OPEC on 22 November announced that it had postponed the meeting, originally scheduled for 26 November, to 30 November.
“Several members are reportedly unhappy about their production targets for next year, levels which were announced back in June. This is specifically the case for Angola, Congo and Nigeria, who had their production targets cut since they struggled to hit their 2023 targets,” Dutch banking and financial services firm ING said.
Disagreement between members will likely increase volatility within the market over the course of the next week, it said.
“It is unclear how this will affect broader policy, or whether it could have any impact on Saudi Arabia extending its additional voluntary cut of 1m bbl/day into early 2024,” ING said.
Adding to the downside price pressure was weekly data from the US Energy Information Administration, which showed a weekly gain of 8.7m barrels in US crude inventory to their highest since July this year.
Commercial crude stocks, excluding the Strategic Petroleum Reserve (SPR), were 448.1m barrels, 1% below the five-year average for this time of year.

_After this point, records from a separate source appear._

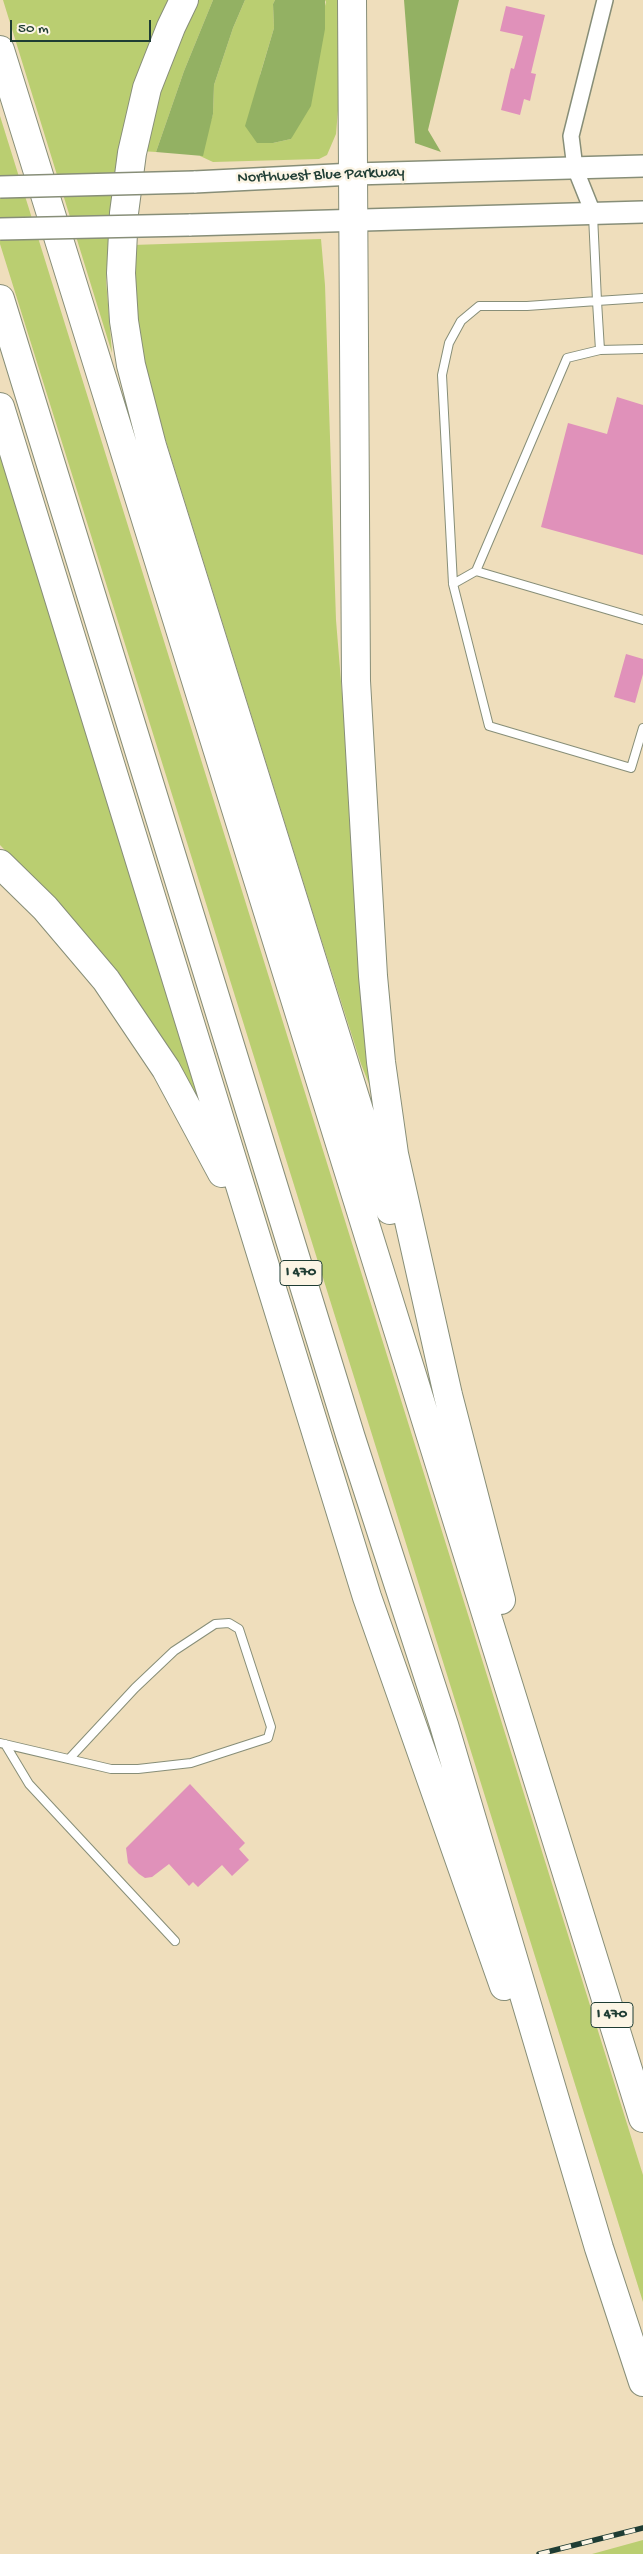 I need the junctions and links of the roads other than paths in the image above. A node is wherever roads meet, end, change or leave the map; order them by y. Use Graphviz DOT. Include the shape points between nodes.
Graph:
graph roads {
  1 [pos="184,0"];
  2 [pos="352,0"];
  3 [pos="605,0"];
  4 [pos="0,50"];
  5 [pos="643,166"];
  6 [pos="575,168"];
  7 [pos="354,174"];
  8 [pos="0,187"];
  9 [pos="643,212"];
  10 [pos="593,213"];
  11 [pos="355,221"];
  12 [pos="0,229"];
  13 [pos="643,298"];
  14 [pos="0,299"];
  15 [pos="597,301"];
  16 [pos="643,349"];
  17 [pos="600,350"];
  18 [pos="0,407"];
  19 [pos="476,572"];
  20 [pos="453,584"];
  21 [pos="643,620"];
  22 [pos="643,728"];
  23 [pos="0,864"];
  24 [pos="260,1256"];
  25 [pos="448,1395"];
  26 [pos="2,1743"];
  27 [pos="69,1759"];
  28 [pos="580,1912"];
  29 [pos="175,1941"];
  30 [pos="643,2118"];
  31 [pos="599,2248"];
  32 [pos="643,2382"];
  1 -- 25 [label="highway" via="148,88 132,153 121,273 124,321 132,365 152,446"];
  2 -- 7 [label="highway"];
  3 -- 6 [label="street" via="571,136"];
  4 -- 28 [label="highway, I 470"];
  5 -- 6 [label="street, Northwest Blue Parkway"];
  6 -- 7 [label="street, Northwest Blue Parkway"];
  6 -- 10 [label="street"];
  7 -- 8 [label="street, Northwest Blue Parkway, bridge"];
  7 -- 11 [label="highway"];
  9 -- 10 [label="street"];
  10 -- 11 [label="street"];
  10 -- 15 [label="lane"];
  11 -- 12 [label="street, bridge"];
  11 -- 25 [label="highway" via="356,681 373,976 394,1154"];
  13 -- 15 [label="lane"];
  14 -- 31 [label="highway, I 470" via="352,1438 444,1725"];
  15 -- 17 [label="lane"];
  15 -- 20 [label="lane" via="479,306 462,321 449,343 442,376"];
  16 -- 17 [label="lane"];
  17 -- 19 [label="lane" via="567,358"];
  18 -- 24 [label="highway"];
  19 -- 20 [label="lane"];
  19 -- 21 [label="lane"];
  20 -- 22 [label="lane" via="488,726 631,768"];
  23 -- 24 [label="highway" via="45,908 106,980 160,1061 214,1156"];
  24 -- 31 [label="highway" via="367,1597"];
  25 -- 28 [label="highway"];
  26 -- 27 [label="lane"];
  26 -- 29 [label="lane" via="29,1784"];
  27 -- 27 [label="lane" via="174,1651 215,1624 229,1623 239,1629 271,1727 268,1738 191,1763 138,1769 111,1769"];
  28 -- 30 [label="highway, I 470"];
  31 -- 32 [label="highway, I 470"];
}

US producers left the number of oil drilling rigs unchanged this week, according to energy services firm Baker Hughes.
The announcement that Israel might agree to a four-day ceasefire in return for the release of hostages held by Hamas positively influenced the outlook on easing tensions in the Middle East.
However, the market has already taken into account the likelihood that the ongoing conflict would not escalate beyond Israel’s borders.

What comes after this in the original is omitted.